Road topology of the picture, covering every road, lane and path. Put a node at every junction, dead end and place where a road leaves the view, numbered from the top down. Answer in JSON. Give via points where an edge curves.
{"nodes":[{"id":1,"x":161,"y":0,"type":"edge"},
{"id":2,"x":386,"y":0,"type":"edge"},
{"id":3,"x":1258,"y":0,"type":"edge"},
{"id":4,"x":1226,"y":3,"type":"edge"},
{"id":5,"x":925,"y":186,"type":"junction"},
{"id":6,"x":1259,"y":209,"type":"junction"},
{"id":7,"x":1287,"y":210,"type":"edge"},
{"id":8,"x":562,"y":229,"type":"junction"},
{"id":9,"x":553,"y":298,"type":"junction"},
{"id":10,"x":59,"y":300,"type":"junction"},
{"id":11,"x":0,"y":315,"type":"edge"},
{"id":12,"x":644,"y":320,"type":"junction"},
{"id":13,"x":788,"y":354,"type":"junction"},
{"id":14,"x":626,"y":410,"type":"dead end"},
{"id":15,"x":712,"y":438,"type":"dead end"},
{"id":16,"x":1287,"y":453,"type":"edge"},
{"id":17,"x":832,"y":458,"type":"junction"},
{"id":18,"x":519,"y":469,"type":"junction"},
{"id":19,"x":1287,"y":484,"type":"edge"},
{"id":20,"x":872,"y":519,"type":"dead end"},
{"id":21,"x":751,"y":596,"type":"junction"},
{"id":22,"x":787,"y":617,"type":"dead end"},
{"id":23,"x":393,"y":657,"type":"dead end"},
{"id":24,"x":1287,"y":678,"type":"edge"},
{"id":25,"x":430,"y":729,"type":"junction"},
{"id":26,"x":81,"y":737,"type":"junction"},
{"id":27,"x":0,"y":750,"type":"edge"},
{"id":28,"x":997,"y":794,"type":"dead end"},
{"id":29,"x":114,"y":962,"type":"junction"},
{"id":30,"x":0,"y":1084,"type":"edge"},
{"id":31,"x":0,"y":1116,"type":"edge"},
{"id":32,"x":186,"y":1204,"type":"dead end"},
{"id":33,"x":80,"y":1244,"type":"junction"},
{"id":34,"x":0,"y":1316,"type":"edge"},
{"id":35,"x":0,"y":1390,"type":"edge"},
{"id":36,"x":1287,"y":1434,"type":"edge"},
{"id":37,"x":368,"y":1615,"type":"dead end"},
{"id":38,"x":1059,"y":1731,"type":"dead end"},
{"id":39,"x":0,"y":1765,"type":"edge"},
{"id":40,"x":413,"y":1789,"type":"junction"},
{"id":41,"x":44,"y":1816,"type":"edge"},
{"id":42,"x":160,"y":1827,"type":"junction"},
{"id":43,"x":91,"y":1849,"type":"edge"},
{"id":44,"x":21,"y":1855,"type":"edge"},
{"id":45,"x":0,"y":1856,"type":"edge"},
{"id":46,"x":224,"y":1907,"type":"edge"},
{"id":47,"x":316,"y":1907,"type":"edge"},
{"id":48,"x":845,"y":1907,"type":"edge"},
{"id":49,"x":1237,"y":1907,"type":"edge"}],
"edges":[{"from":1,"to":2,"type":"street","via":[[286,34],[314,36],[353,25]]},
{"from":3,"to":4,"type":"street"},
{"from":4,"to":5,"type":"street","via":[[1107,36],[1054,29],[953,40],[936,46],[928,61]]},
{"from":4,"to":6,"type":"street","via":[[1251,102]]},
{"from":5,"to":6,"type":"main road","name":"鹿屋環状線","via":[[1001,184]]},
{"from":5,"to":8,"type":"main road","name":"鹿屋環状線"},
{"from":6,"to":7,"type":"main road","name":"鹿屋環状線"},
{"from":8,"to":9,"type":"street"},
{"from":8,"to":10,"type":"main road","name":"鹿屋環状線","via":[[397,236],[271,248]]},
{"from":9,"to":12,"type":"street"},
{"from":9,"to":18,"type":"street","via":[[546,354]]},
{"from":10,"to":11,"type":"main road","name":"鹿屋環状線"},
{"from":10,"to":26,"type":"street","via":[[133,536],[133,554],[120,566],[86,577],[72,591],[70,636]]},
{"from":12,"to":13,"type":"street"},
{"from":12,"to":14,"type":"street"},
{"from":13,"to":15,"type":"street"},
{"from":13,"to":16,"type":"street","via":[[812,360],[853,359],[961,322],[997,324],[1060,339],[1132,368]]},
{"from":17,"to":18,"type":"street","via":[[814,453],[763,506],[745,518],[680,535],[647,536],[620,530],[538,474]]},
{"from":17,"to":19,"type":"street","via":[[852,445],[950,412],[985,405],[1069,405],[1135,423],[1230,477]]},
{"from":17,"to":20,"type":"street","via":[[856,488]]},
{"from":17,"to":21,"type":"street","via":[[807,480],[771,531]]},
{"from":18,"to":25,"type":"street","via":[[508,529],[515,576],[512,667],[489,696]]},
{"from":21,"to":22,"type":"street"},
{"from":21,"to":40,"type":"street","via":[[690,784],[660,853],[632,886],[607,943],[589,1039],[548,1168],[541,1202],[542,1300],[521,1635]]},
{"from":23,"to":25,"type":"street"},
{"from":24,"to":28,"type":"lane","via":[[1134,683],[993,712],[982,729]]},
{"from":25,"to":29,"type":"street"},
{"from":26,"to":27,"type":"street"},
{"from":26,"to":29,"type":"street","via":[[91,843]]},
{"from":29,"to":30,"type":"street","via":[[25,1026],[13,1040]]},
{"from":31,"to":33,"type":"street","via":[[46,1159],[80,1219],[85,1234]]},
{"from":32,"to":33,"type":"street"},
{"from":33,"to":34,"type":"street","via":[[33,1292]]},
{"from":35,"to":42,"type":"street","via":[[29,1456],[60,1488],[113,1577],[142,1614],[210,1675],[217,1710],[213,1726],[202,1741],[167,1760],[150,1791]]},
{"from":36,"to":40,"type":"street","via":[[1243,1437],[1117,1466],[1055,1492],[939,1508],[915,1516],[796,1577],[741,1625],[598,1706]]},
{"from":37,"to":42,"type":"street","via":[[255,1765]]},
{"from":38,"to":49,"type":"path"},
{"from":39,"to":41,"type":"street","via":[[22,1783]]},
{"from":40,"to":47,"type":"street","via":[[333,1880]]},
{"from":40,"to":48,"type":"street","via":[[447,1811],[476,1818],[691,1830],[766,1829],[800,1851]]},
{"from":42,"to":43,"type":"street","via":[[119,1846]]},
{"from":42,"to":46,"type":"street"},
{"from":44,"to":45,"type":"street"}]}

******

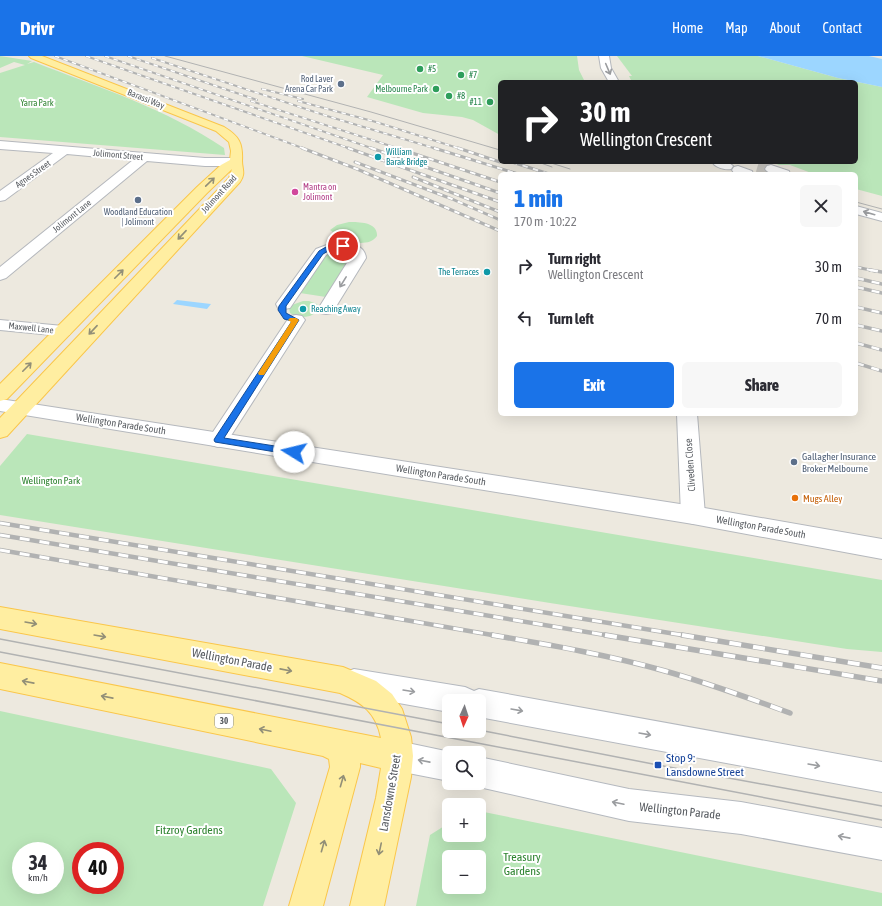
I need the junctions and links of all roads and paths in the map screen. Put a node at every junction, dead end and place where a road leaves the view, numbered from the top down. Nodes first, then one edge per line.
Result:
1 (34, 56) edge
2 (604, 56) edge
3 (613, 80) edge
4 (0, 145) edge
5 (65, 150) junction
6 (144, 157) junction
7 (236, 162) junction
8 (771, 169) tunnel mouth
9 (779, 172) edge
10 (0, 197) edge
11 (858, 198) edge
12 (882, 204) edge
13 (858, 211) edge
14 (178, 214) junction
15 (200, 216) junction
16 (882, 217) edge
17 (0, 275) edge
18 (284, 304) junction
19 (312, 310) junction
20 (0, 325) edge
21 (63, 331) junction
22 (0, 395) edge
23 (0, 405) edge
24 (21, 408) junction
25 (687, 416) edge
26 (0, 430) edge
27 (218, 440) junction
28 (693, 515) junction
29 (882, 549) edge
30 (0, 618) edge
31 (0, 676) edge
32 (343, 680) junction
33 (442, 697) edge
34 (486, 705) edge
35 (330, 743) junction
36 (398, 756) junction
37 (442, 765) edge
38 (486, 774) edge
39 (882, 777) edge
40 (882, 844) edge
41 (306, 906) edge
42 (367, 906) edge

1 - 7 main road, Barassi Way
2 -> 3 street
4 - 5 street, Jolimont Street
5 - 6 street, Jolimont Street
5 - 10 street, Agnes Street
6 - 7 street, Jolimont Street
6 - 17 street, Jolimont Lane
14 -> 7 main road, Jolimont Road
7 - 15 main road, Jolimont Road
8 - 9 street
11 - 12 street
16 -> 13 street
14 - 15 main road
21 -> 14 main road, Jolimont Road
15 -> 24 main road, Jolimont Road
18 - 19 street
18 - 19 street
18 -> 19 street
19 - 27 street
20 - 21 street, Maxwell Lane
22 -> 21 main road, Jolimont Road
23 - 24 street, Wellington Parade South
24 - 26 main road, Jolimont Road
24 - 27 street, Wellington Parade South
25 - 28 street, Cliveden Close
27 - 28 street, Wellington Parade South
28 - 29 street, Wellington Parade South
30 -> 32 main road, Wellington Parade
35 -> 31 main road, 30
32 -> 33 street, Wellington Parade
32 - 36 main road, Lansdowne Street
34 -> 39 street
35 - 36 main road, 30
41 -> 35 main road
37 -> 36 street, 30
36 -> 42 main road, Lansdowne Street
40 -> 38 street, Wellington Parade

******

*WORK ORDER*.
Look over the records above and copy each line that includes the string "Wellington".

*SOLVED EXERCISE*.
23 - 24 street, Wellington Parade South
24 - 27 street, Wellington Parade South
27 - 28 street, Wellington Parade South
28 - 29 street, Wellington Parade South
30 -> 32 main road, Wellington Parade
32 -> 33 street, Wellington Parade
40 -> 38 street, Wellington Parade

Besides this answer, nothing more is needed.